Grub Street
- Website type: Blog
- Founded: September 18, 2006
- Headquarters: {{{location_country}}}
- Owner: New York Media
- Creator: New York
- Founders: Josh Ozersky, Daniel Maurer
- Website: www.grubstreet.com

= Grub Street (website) =

Food blog published by New York magazine

Grub Street is a blog about food and restaurants in the United States. It was launched by New York magazine in September 2006 and was led by food writer Josh Ozersky.

Created as a New York-centric blog, Grub Street expanded in January 2009 and covered food in Los Angeles, San Francisco, Boston, Philadelphia and Chicago. In 2013, Grub Street shut down all of its food blogs outside New York and expanded its coverage nationally.

== History ==
To expand its online presence, New York magazine launched Grub Street on September 18, 2006, as a blog about food. The blog was led by Josh Ozersky and featured daily food content, reader commentary, service journalism, and writings of food critic Adam Platt. One of the blog's founders was journalist Daniel Maurer, who wrote 7,500 posts for Grub Street in a span of five years, significantly increasing its traffic. In 2008, Ozersky together with Maurer won James Beard Foundation Award for multimedia writing on food in Grub Street. He left Grub Street the same year.

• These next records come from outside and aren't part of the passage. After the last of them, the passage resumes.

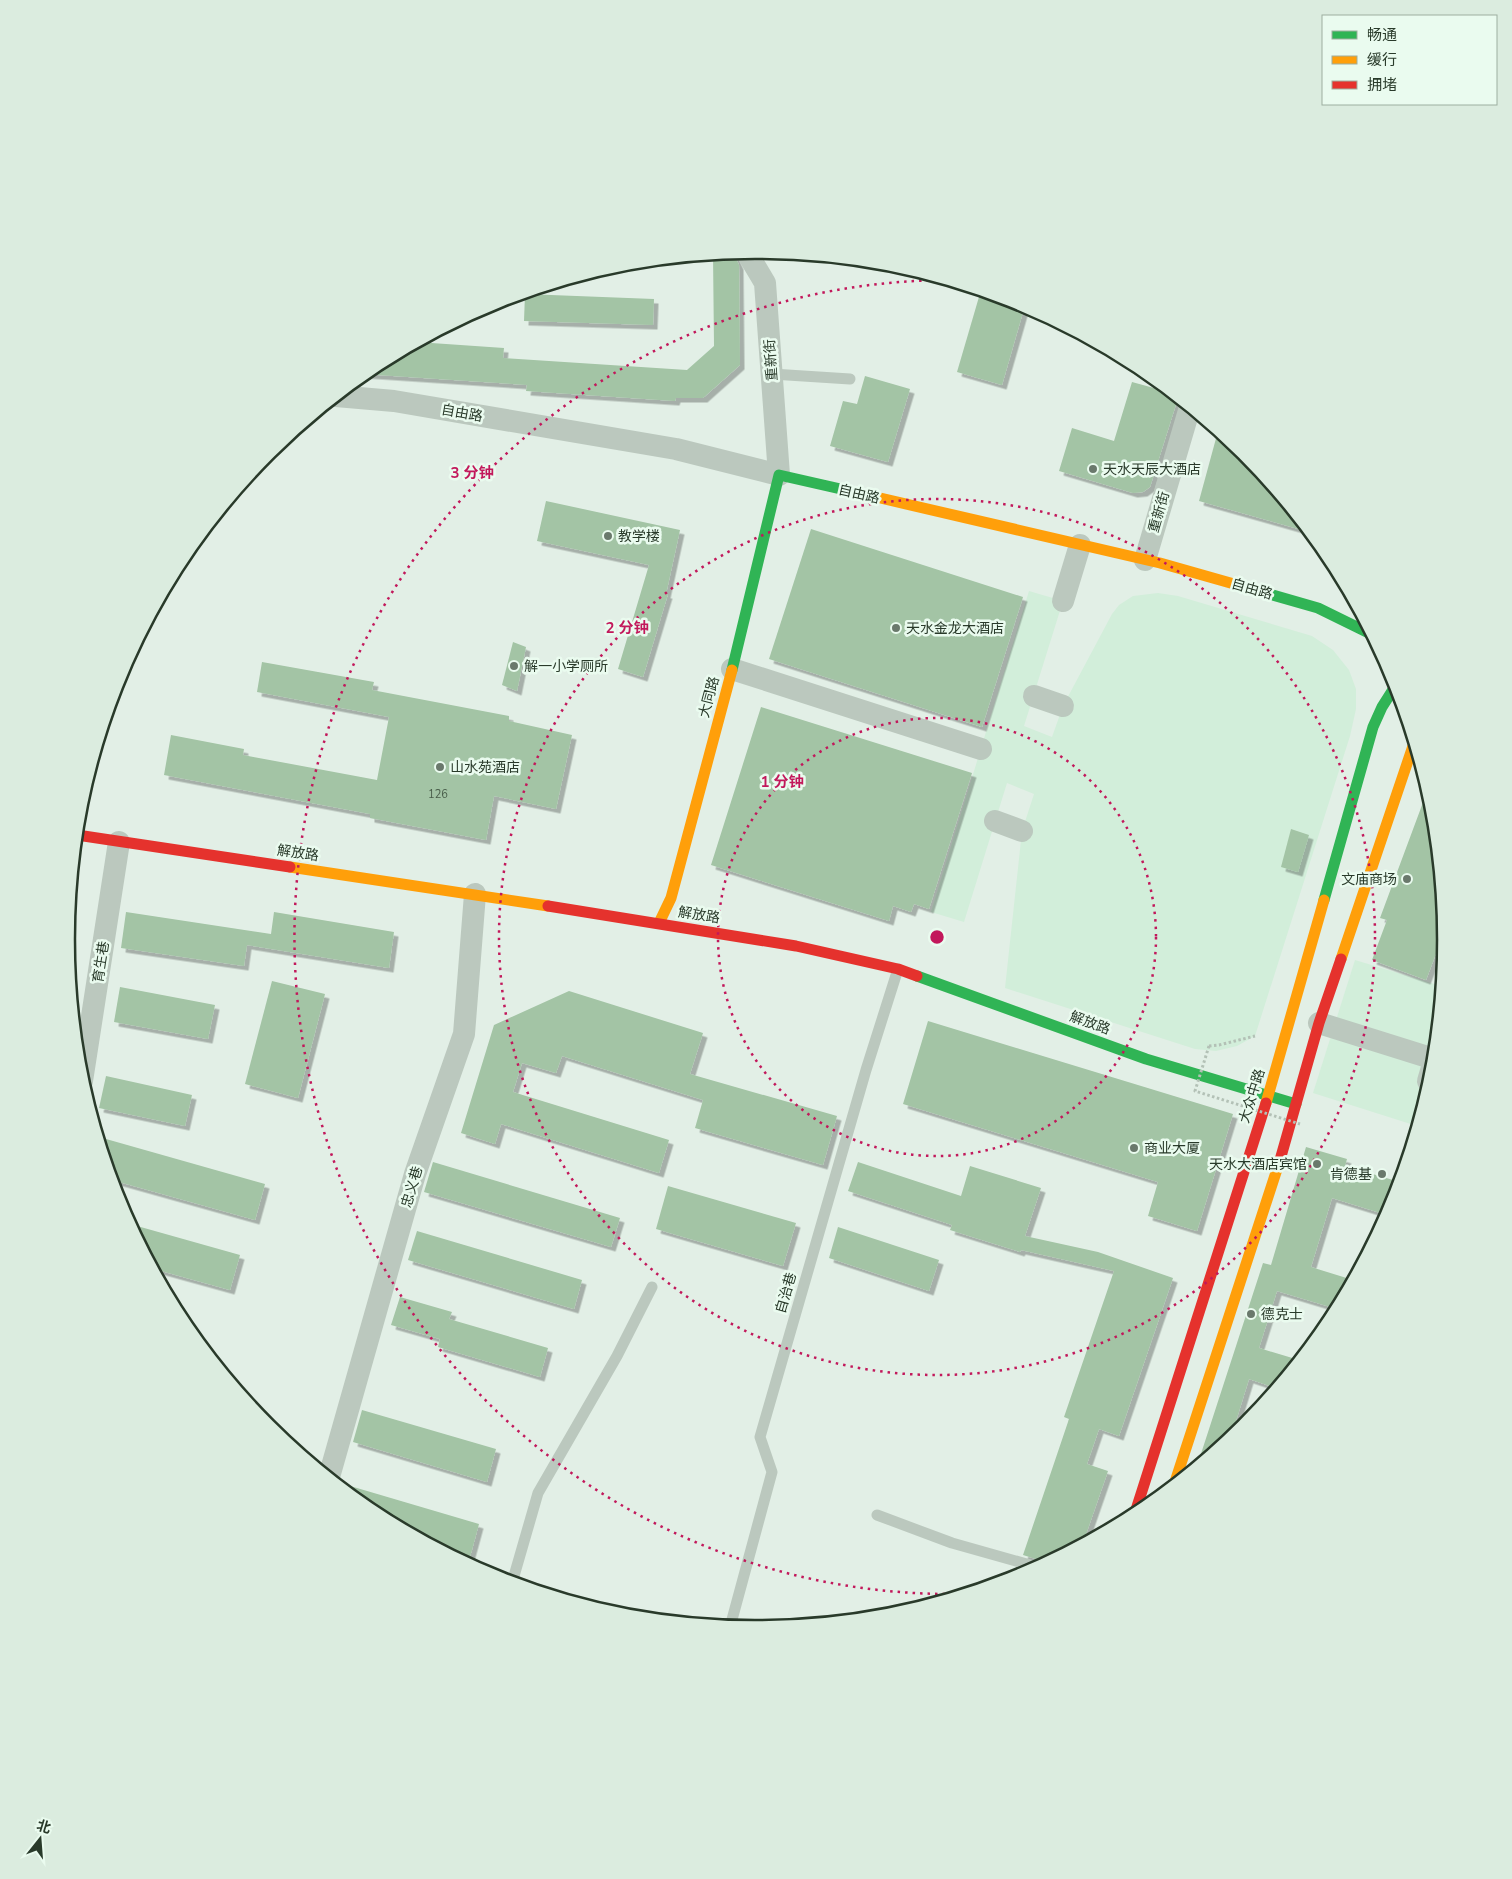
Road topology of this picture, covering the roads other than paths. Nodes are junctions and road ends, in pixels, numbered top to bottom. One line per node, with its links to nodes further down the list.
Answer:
1 (751, 259): 2 (street, 重新街)
2 (772, 374): 3 (lane); 6 (street, 重新街)
3 (850, 379)
4 (346, 396): 6 (street, 自由路)
5 (1188, 413): 8 (street, 重新街)
6 (779, 475): 7 (main road, 自由路); 11 (main road, 大同路)
7 (1080, 545): 8 (main road, 自由路); 9 (street)
8 (1145, 560): 10 (main road, 自由路)
9 (1063, 601)
10 (1363, 630)
11 (732, 669): 15 (street); 22 (main road, 大同路)
12 (1391, 694): 27 (main road, 大众中路)
13 (1034, 696): 14 (street)
14 (1063, 706)
15 (981, 749)
16 (1411, 753): 24 (main road)
17 (995, 822): 18 (street)
18 (1022, 831)
19 (83, 836): 20 (main road, 解放路)
20 (119, 842): 21 (main road, 解放路); 26 (street, 育生巷)
21 (475, 894): 22 (main road, 解放路); 30 (street, 忠义巷)
22 (659, 923): 23 (main road, 解放路)
23 (898, 969): 27 (main road, 解放路); 36 (lane, 自治巷)
24 (1319, 1023): 25 (street); 28 (main road)
25 (1427, 1056)
26 (86, 1057)
27 (1268, 1095): 28 (main road, 解放路); 32 (main road, 大众中路)
28 (1296, 1104): 31 (main road)
29 (652, 1287): 35 (lane)
30 (331, 1471)
31 (1177, 1475)
32 (1138, 1503)
33 (877, 1515): 34 (lane)
34 (1027, 1564)
35 (514, 1576)
36 (732, 1619)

In January 2009, Grub Street expanded by hiring new bloggers and launching blogs for Los Angeles, San Francisco, Boston, Philadelphia and Chicago. In addition, Grub Street launched its own website; grubstreet.com. The city blogs were formerly known as the food blog network MenuPages before being acquired by New York Media in 2008 and made part of Grub Street brand.

In September 2010, two editors departured from Grub Street, including food writer Helen Rosner. In May 2013, Grub Street announced it was shutting down of all of its food blogs outside of New York and redirecting their websites to grubstreet.com. The blog said it would begin covering stories nationally while continuing to cover New York-specific content due to their offices being located there. On May 4, 2015, Josh Ozersky died due to an accident. In September 2018, as part of New York's expansion of its literature coverage, Grub Street began publishing new content, such as lists of cookbooks and excerpts from chef and restaurant memoirs.

== Reception ==
In March 2008, Benji Lanyado of The Guardian called Grub Street an "arch rival to Eater". In April 2010, Grub Street was described by Westchester Magazine as a "foodie blog". In May 2013, Josh Ozersky wrote in Observer.com: "I have never felt the kind of pressure I did when I was helming Grub Street". He also praised editor Daniel Maurer because he "picked up the slack and never missed a beat" as the blog competed with Eater and Serious Eats for post frequency.

In October 2017, Nabeel Chollampat of The Michigan Daily, called Grub Street Diet, a weekly feature in Grub Street which republishes culinary diaries of various people, the "best thing to read on the internet". However, he noted that some of the stories were "bland" and written by people who weren't food writers. In June 2019, Leah Finnegan of The Outline criticized Grub Street for covering Los Angeles, even though most readers of the blog, including her, are living in New York. She called it an "insult to its base" and "totally nonsensical".

In August 2026, Rachel O'Donoghue of Algemeiner Journal criticized Grub Street editor Madeline Leung Coleman for writing an article discussing the politics of Arab and Israeli restaurants in New York City. O'Donoghue criticized her for saying that Israel is committing genocide without explaining what happened during October 7 attacks and referring to Israel as “the land mass currently called Israel”.

== Awards ==
In May 2011, Grub Street won James Beard Foundation Award for Group Food Blog. In March 2015, James Beard Foundation nominated Grub Street for Group Food Blog award. The blog won the award in April 2015.